The good news is that in spite of killing or letting his only son die, God was able to save mankind.
It's seldom said, but God did not have to resurrect Jesus. He very well could have let him remain dead. Jesus was also the beneficiary of God's forgiving love.
Also, Jesus risked a lot in dying for humanity because he could possibly have failed and then not only humanity would have been lost, but Jesus as well. Had that happened, would God have found another solution? Who would then have to died to save both Jesus and humanity had that become necessary?
The similarities between the near sacrifice of Isaac by Abraham and what really did happen to Jesus have other dimensions, as well. Isaac almost died and should have died if Abraham would have gone through with it. Paul mentions that Abraham hoped that if he did kill his son, God could potentially bring him back to life. Christ, in fact, did die, but not for very long. In three days' time God brought him back to life. In this regard he is like Isaac who almost died, but was saved just before the knife came down.

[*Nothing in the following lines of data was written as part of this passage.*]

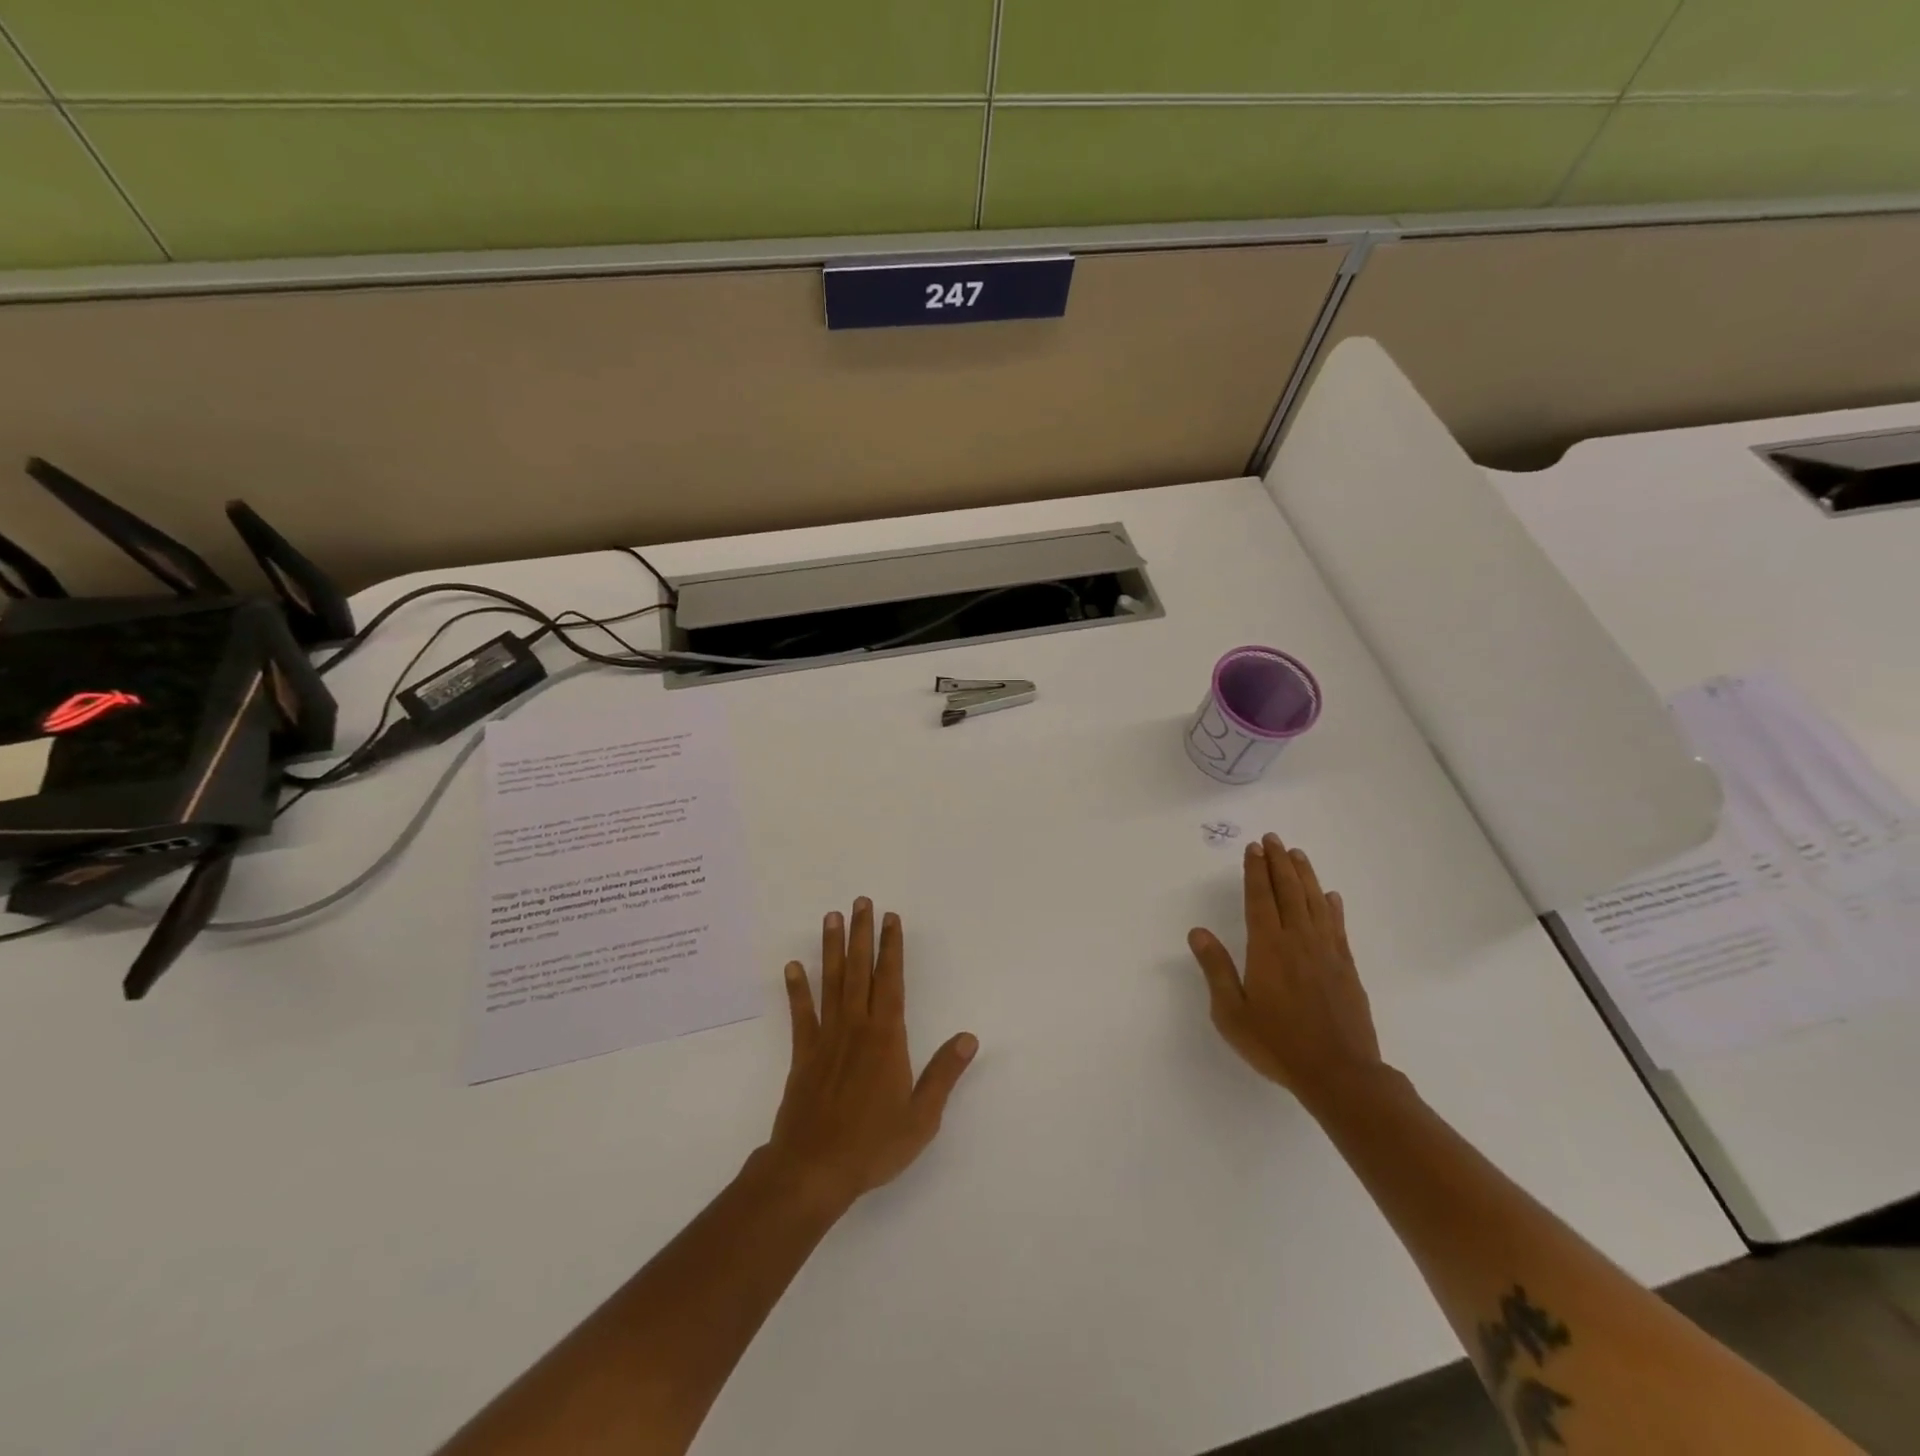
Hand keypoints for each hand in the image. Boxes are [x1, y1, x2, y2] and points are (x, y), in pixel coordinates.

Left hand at [764, 898, 977, 1214]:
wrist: (813, 1169)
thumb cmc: (873, 1144)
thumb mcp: (921, 1117)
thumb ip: (944, 1074)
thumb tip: (968, 1038)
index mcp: (887, 1038)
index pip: (891, 981)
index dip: (892, 947)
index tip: (891, 919)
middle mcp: (856, 1027)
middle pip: (860, 970)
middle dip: (862, 934)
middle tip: (860, 901)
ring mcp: (827, 1038)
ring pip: (831, 982)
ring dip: (832, 948)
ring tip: (831, 917)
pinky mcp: (803, 1054)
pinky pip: (801, 1014)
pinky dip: (797, 989)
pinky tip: (792, 967)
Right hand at [1187, 834, 1383, 1105]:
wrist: (1340, 1074)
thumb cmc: (1277, 1043)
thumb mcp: (1231, 1012)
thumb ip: (1215, 969)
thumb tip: (1197, 932)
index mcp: (1268, 948)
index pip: (1260, 899)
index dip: (1255, 871)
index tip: (1253, 848)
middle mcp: (1298, 941)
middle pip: (1288, 892)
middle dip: (1278, 863)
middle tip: (1272, 839)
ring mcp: (1326, 953)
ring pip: (1315, 902)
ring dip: (1305, 875)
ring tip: (1297, 854)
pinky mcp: (1346, 968)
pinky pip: (1338, 927)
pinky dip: (1332, 907)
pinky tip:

There is no feminine principle in the Godhead, but if there were it would have to be either Jesus, or the Holy Spirit. In this story of Abraham and Isaac, the third person, Sarah, was left in the dark lest she influence the sacrifice of her only son. Not much is said in the Bible about how the Holy Spirit felt about Christ's approaching death. We can only assume that he too was pained by it though supportive of it, nevertheless.